V12 Vanquish S – Aston Martin’s fastest production sports car yet
At the time the fastest production model yet built by Aston Martin, the V12 Vanquish S made its world debut at the Paris Motor Show in September, 2004.
With a maximum speed in excess of 200 mph (321 km/h) and a 6.0-litre V12 engine now developing 520 horsepower, the V12 Vanquish S was designed to deliver even greater performance, complemented by subtle suspension and steering changes and a number of interior and external style revisions.
Further development of Aston Martin’s all alloy, quad-overhead camshaft, 48 valve, 6.0-litre V12 engine generated an increase in power from 460 bhp to 520 bhp (388kW) @ 7000 rpm and torque was boosted to 425 lb ft (577 Nm) @ 5800rpm.
Engine enhancements included new cylinder heads with fully machined inlet ports and combustion chambers to improve airflow, revised engine mapping and new fuel injectors.
V12 Vanquish S Ultimate marked the end of an era
In February 2007, Aston Martin announced what was – until the development of the marque’s successful Continuation programme in 2017 – the end of new car production at Newport Pagnell.
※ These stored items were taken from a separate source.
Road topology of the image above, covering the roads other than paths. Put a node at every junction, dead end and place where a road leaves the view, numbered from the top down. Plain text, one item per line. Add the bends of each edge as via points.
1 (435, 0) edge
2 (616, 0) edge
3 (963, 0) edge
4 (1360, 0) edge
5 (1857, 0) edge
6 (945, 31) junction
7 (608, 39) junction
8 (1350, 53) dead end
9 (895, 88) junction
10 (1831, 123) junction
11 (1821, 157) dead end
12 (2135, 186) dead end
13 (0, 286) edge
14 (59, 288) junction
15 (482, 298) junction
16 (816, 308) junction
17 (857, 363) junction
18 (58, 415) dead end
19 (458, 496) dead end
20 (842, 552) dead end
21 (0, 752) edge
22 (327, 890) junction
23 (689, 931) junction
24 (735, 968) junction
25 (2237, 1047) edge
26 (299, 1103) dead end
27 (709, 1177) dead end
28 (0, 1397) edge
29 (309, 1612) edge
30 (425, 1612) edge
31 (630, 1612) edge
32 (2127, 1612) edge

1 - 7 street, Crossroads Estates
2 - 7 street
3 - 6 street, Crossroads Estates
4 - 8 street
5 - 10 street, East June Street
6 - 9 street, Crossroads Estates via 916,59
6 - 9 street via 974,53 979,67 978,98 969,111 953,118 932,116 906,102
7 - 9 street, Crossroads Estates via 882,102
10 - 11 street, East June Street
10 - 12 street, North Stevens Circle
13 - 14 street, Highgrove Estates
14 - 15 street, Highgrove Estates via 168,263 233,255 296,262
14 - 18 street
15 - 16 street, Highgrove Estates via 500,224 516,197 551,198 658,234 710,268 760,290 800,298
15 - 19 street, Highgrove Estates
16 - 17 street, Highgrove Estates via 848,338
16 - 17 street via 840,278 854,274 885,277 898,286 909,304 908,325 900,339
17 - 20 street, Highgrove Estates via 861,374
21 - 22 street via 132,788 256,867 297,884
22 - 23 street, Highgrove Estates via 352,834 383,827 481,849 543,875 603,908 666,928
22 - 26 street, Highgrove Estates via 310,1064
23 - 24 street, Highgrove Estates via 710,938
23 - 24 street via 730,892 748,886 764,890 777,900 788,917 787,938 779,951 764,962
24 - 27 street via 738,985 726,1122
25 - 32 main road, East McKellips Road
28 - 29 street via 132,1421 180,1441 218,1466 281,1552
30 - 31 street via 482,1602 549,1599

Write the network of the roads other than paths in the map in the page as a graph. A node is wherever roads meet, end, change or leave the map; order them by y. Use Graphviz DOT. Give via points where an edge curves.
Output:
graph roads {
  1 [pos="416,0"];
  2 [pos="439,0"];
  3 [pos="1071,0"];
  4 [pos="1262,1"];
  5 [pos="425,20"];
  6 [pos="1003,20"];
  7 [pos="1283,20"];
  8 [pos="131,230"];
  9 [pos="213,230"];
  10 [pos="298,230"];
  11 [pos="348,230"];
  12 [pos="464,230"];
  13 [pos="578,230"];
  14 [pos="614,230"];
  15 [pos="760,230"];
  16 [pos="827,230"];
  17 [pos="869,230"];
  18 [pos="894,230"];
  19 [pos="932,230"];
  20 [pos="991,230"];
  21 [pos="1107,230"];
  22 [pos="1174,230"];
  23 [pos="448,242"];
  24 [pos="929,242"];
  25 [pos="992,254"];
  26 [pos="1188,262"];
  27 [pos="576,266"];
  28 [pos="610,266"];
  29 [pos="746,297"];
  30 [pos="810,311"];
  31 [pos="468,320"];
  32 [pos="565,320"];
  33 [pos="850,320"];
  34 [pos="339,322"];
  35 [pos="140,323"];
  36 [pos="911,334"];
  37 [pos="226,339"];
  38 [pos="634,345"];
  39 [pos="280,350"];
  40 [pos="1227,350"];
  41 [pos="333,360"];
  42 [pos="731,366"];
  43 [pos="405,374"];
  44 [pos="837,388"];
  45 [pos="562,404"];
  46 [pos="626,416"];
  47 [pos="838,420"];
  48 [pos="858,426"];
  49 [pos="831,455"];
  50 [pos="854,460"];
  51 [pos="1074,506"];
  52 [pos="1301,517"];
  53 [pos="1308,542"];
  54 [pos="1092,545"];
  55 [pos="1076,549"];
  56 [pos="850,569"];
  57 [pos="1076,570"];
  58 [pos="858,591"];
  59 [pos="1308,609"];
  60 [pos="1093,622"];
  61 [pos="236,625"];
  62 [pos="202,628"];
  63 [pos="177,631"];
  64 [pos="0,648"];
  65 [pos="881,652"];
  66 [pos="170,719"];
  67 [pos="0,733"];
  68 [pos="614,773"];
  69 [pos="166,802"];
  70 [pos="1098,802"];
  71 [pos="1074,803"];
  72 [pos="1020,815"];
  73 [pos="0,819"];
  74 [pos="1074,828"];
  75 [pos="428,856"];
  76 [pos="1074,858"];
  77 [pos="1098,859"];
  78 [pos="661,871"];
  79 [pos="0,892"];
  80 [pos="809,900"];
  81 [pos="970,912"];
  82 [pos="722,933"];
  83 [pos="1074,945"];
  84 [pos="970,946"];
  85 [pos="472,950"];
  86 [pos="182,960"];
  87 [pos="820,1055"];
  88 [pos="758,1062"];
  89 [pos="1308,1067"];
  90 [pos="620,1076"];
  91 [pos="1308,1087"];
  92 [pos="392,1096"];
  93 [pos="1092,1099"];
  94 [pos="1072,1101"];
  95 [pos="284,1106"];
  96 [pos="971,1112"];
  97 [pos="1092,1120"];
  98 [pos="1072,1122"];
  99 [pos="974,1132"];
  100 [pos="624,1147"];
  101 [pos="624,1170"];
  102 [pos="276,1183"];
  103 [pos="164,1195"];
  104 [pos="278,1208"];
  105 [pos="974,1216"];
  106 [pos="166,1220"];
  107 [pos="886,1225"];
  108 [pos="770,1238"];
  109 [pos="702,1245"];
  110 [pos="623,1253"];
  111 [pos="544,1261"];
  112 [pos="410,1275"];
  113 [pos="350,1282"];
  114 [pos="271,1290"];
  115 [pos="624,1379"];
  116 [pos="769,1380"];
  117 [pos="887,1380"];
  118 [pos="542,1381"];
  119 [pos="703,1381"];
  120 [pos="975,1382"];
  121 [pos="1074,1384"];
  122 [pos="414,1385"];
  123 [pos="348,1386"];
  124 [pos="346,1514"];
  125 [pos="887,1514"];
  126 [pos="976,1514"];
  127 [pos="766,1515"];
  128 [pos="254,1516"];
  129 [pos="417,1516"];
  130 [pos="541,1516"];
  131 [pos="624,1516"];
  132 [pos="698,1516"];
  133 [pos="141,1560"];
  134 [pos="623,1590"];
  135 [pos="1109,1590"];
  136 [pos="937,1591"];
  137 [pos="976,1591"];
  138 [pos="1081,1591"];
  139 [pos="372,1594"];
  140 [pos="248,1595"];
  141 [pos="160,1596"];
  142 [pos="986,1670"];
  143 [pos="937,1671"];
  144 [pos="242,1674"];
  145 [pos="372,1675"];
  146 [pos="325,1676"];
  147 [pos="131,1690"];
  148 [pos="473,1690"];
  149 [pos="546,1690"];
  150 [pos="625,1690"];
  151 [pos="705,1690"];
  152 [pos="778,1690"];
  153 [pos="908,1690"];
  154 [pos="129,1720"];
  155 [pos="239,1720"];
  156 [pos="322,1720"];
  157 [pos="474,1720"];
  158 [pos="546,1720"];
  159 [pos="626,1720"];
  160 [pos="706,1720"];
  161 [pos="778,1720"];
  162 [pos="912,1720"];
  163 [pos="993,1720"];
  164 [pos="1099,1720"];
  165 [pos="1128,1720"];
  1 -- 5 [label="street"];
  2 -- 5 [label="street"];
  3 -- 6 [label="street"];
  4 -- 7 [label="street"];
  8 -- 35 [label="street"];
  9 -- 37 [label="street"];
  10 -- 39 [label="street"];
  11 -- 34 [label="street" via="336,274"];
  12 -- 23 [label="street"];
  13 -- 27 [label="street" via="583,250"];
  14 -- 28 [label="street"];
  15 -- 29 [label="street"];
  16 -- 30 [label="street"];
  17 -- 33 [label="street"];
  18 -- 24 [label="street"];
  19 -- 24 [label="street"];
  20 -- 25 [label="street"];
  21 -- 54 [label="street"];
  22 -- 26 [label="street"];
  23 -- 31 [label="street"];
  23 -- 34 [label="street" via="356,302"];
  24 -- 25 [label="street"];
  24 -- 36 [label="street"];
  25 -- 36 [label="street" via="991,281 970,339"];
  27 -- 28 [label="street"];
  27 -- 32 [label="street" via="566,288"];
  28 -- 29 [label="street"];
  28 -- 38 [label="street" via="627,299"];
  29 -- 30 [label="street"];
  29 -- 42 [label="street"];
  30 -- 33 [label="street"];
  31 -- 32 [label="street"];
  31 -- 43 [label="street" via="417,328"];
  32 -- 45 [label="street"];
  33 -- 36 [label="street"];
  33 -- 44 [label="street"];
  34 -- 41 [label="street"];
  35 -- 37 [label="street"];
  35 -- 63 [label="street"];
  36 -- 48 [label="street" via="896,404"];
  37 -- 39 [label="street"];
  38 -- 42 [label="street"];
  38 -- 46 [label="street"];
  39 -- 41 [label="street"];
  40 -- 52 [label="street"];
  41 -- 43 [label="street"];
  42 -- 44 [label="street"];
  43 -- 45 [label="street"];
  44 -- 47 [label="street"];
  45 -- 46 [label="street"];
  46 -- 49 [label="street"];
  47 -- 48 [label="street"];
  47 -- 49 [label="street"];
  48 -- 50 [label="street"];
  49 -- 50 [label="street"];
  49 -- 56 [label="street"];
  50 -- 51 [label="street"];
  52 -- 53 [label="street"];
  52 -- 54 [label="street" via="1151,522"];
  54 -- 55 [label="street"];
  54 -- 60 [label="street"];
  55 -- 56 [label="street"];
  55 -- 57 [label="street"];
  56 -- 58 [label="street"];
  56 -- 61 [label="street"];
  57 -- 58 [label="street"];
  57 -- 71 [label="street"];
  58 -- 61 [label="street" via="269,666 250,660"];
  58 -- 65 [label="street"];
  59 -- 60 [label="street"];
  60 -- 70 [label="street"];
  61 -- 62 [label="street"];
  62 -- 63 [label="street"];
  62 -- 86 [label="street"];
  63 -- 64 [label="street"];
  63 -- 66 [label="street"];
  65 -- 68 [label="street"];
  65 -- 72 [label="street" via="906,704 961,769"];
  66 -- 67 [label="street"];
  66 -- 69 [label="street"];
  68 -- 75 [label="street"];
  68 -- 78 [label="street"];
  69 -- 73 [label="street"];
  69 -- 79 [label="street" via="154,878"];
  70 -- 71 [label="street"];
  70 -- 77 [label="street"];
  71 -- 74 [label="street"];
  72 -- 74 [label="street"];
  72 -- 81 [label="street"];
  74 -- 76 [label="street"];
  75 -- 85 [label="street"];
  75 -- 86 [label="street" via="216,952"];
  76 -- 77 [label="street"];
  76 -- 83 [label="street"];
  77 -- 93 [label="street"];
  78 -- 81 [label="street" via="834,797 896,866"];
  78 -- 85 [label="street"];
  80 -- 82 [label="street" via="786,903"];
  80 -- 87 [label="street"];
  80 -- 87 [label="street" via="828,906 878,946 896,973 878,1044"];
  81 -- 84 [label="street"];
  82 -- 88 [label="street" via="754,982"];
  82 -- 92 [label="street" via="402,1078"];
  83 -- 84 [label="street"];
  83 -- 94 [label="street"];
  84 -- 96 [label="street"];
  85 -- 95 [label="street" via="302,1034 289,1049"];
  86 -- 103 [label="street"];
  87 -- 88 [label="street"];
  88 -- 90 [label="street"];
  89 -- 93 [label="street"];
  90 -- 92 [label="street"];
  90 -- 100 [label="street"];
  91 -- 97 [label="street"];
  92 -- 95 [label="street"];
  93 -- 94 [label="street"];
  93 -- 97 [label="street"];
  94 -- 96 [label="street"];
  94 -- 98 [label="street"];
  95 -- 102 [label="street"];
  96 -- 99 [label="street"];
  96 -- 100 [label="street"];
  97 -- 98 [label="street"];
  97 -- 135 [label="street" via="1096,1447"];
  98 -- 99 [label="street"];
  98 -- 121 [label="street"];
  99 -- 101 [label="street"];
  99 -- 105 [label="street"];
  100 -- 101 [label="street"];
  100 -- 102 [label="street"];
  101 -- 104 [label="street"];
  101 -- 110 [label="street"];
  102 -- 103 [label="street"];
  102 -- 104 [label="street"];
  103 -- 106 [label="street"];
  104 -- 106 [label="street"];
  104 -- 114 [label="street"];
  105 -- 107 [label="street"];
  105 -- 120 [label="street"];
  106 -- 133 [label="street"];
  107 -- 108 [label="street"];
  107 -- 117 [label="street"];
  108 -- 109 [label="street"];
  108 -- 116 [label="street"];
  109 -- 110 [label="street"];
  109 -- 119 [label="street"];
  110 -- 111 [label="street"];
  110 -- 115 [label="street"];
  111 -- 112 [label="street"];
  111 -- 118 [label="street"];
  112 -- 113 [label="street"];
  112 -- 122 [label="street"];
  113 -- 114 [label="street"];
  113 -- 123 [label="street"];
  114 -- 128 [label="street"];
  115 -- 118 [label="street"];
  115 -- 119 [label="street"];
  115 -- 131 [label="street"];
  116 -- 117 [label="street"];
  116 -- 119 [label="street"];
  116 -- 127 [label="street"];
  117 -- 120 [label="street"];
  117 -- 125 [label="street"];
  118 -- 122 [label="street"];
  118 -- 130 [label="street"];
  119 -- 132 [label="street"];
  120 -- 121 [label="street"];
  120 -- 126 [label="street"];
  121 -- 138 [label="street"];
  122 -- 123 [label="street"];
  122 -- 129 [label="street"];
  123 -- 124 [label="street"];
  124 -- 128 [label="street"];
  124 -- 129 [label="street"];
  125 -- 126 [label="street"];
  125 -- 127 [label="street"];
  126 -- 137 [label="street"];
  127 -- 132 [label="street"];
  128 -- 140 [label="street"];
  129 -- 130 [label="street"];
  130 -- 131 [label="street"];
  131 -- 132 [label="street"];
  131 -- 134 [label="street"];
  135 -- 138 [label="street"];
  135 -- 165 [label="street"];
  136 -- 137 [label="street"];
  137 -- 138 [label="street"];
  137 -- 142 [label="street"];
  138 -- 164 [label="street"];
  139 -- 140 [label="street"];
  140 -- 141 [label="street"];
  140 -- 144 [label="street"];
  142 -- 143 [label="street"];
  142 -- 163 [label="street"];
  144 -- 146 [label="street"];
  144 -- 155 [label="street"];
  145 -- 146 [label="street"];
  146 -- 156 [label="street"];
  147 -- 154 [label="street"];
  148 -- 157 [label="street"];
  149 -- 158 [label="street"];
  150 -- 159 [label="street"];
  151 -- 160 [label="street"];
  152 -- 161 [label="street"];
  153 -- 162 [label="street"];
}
This emotional ‘moment in time’ was celebrated through the creation of a strictly limited number of V12 Vanquish S Ultimate Edition sports cars. Each of the 40 cars was made available by special request to customers wishing to celebrate the last iteration of a clearly significant car in Aston Martin’s history.
A specific colour and trim combination marked out these hugely desirable cars. The coachwork was painted a unique metallic shade called ‘Ultimate Black’ while, inside, the cars were all trimmed in a semi-aniline leather with coarse stitching, leather headlining and black chrome finish interior fittings. Each car was also fitted with personalised sill plaques denoting its limited edition number.
Paul Spires, added: “Here at Newport we rightly celebrate the heritage of this great British sports car marque, with particular emphasis on icons such as the DB5 which were almost all built in this seemingly sometimes sleepy corner of Buckinghamshire.
“However, to also be able to lay claim to a ‘modern classic’ such as the original V12 Vanquish is a great honour for us, and I’m sure that in time people will come to view these cars with the same reverence that is afforded to the early DB cars.”